**WHAT THE TASK REQUIRES**
The response should consist of the listing, repeated word for word.

───── DATASET EXCERPT

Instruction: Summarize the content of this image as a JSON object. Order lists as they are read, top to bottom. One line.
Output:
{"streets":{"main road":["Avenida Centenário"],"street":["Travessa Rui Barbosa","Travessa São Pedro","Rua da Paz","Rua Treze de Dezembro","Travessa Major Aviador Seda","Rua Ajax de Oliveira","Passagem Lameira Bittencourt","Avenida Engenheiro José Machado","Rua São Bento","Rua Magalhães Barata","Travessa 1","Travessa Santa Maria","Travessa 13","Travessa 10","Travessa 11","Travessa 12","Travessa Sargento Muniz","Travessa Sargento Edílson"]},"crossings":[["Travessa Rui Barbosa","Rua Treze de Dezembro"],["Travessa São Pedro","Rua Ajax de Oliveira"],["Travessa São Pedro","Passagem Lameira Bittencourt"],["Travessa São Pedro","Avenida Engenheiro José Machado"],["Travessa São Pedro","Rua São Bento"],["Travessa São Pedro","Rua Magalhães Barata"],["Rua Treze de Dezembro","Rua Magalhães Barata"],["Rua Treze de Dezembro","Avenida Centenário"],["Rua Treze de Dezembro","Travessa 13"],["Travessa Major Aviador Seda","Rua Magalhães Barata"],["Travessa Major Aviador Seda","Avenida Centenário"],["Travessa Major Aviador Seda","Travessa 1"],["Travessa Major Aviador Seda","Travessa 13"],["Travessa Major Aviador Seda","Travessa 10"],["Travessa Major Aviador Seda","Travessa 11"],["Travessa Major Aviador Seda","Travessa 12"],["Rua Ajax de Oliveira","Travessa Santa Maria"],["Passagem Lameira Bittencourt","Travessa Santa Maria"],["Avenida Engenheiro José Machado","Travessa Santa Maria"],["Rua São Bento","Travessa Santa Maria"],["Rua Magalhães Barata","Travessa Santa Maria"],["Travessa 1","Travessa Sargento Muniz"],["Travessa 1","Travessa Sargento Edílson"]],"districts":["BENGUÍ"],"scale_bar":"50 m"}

──────────

**SOLVED PROBLEM**
Instruction: Summarize the content of this image as a JSON object. Order lists as they are read, top to bottom. One line.
Output:
{"streets":{"main road":["Avenida Centenário"],"street":["Travessa Rui Barbosa","Travessa São Pedro","Rua da Paz","Rua Treze de Dezembro","Travessa Major Aviador Seda","Rua Ajax de Oliveira","Passagem Lameira Bittencourt","Avenida Engenheiro José Machado","Rua São Bento","Rua Magalhães Barata","Travessa 1","Travessa Santa Maria","Travessa 13","Travessa 10","Travessa 11","Travessa 12","Travessa Sargento Muniz","Travessa Sargento Edílson"]},"crossings":[["Travessa Rui Barbosa","Rua Treze de Dezembro"],["Travessa São Pedro","Rua Ajax de Oliveira"],["Travessa São Pedro","Passagem Lameira Bittencourt"],["Travessa São Pedro","Avenida Engenheiro José Machado"],["Travessa São Pedro","Rua São Bento"],["Travessa São Pedro","Rua Magalhães Barata"],["Rua Treze de Dezembro","Rua Magalhães Barata"],["Rua Treze de Dezembro","Avenida Centenário"],["Rua Treze de Dezembro","Travessa 13"],["Travessa Major Aviador Seda","Rua Magalhães Barata"],["Travessa Major Aviador Seda","Avenida Centenário"],["Travessa Major Aviador Seda","Travessa 1"],["Travessa Major Aviador Seda","Travessa 13"],["Travessa Major Aviador Seda","Travessa 10"],["Travessa Major Aviador Seda","Travessa 11"],["Travessa Major Aviador Seda","Travessa 12"],["Rua Ajax de Oliveira","Travessa Santa Maria"],["Passagem Lameira Bittencourt","Travessa Santa Maria"],["Avenida Engenheiro José Machado","Travessa Santa Maria"],["Rua São Bento","Travessa Santa Maria"],["Rua Magalhães Barata","Travessa Santa Maria"],["Travessa 1","Travessa Sargento Muniz"],["Travessa 1","Travessa Sargento Edílson"]],"districts":["BENGUÍ"],"scale_bar":"50 m"}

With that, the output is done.